=== Supplied entries ===
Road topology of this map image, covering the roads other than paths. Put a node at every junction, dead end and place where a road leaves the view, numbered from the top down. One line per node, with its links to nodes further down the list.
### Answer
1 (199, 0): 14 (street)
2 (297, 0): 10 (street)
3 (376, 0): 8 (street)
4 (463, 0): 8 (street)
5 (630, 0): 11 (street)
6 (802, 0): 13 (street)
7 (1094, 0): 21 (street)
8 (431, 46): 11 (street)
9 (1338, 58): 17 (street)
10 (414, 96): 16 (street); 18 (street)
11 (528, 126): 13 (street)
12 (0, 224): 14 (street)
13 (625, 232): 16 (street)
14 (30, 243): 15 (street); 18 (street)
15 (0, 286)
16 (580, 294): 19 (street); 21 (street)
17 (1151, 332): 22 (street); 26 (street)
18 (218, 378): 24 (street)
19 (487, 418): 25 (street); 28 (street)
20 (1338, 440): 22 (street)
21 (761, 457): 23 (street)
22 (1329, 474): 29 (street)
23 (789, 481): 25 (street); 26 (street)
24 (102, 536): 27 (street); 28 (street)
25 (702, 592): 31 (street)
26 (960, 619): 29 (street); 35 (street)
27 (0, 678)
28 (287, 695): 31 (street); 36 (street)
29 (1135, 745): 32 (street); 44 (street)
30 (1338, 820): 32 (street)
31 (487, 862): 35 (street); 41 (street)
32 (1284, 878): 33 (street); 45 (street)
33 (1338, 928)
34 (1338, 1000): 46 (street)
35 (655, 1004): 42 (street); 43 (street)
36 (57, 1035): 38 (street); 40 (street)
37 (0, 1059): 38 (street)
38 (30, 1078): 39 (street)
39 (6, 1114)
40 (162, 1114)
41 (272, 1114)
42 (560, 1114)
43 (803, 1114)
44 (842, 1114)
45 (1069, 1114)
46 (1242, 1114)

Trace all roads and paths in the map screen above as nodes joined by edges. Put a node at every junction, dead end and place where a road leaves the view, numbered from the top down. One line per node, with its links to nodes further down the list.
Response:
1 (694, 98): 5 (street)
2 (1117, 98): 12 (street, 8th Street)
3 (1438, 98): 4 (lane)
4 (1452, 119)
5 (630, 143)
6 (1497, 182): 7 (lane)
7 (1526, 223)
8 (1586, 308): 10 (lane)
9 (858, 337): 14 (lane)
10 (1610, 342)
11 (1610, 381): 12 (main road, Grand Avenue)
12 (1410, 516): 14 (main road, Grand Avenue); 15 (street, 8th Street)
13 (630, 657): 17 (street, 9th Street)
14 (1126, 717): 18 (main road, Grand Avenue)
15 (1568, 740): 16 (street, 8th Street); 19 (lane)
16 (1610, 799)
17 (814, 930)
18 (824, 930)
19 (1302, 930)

=== Work required ===
Line by line, copy the data above.

=== Written response ===
Road topology of this map image, covering the roads other than paths. Put a node at every junction, dead end and place where a road leaves the view, numbered from the top down. One line per node, with its links to nodes further down the list.
### Answer
1 (199, 0): 14 (street)
2 (297, 0): 10 (street)
3 (376, 0): 8 (street)
4 (463, 0): 8 (street)
5 (630, 0): 11 (street)
6 (802, 0): 13 (street)
7 (1094, 0): 21 (street)
8 (431, 46): 11 (street)
9 (1338, 58): 17 (street)
10 (414, 96): 16 (street); 18 (street)
11 (528, 126): 13 (street)
12 (0, 224): 14 (street)
13 (625, 232): 16 (street)
14 (30, 243): 15 (street); 18 (street)
15 (0, 286)
16 (580, 294): 19 (street); 21 (street)
17 (1151, 332): 22 (street); 26 (street)
18 (218, 378): 24 (street)
19 (487, 418): 25 (street); 28 (street)
20 (1338, 440): 22 (street)
21 (761, 457): 23 (street)
22 (1329, 474): 29 (street)
23 (789, 481): 25 (street); 26 (street)
24 (102, 536): 27 (street); 28 (street)
25 (702, 592): 31 (street)
26 (960, 619): 29 (street); 35 (street)
27 (0, 678)
28 (287, 695): 31 (street); 36 (street)
29 (1135, 745): 32 (street); 44 (street)
30 (1338, 820): 32 (street)
31 (487, 862): 35 (street); 41 (street)
32 (1284, 878): 33 (street); 45 (street)
33 (1338, 928)
34 (1338, 1000): 46 (street)
35 (655, 1004): 42 (street); 43 (street)
36 (57, 1035): 38 (street); 40 (street)
37 (0, 1059): 38 (street)
38 (30, 1078): 39 (street)
39 (6, 1114)
40 (162, 1114)
41 (272, 1114)
42 (560, 1114)
43 (803, 1114)
44 (842, 1114)
45 (1069, 1114)
46 (1242, 1114)

Trace all roads and paths in the map screen above as nodes joined by edges. Put a node at every junction, dead end and place where a road leaves the view, numbered from the top down. One line per node, with its links to nodes further down the list.
Response:
1 (694, 98): 5 (street)
2 (1117, 98): 12 (street, 8th Street)
3 (1438, 98): 4 (lane)
4 (1452, 119)
5 (630, 143)
6 (1497, 182): 7 (lane)
7 (1526, 223)
8 (1586, 308): 10 (lane)
9 (858, 337): 14 (lane)
10 (1610, 342)
11 (1610, 381): 12 (main road, Grand Avenue)
12 (1410, 516): 14 (main road, Grand Avenue); 15 (street, 8th Street)
13 (630, 657): 17 (street, 9th Street)
14 (1126, 717): 18 (main road, Grand Avenue)
15 (1568, 740): 16 (street, 8th Street); 19 (lane)
16 (1610, 799)
17 (814, 930)
18 (824, 930)
19 (1302, 930)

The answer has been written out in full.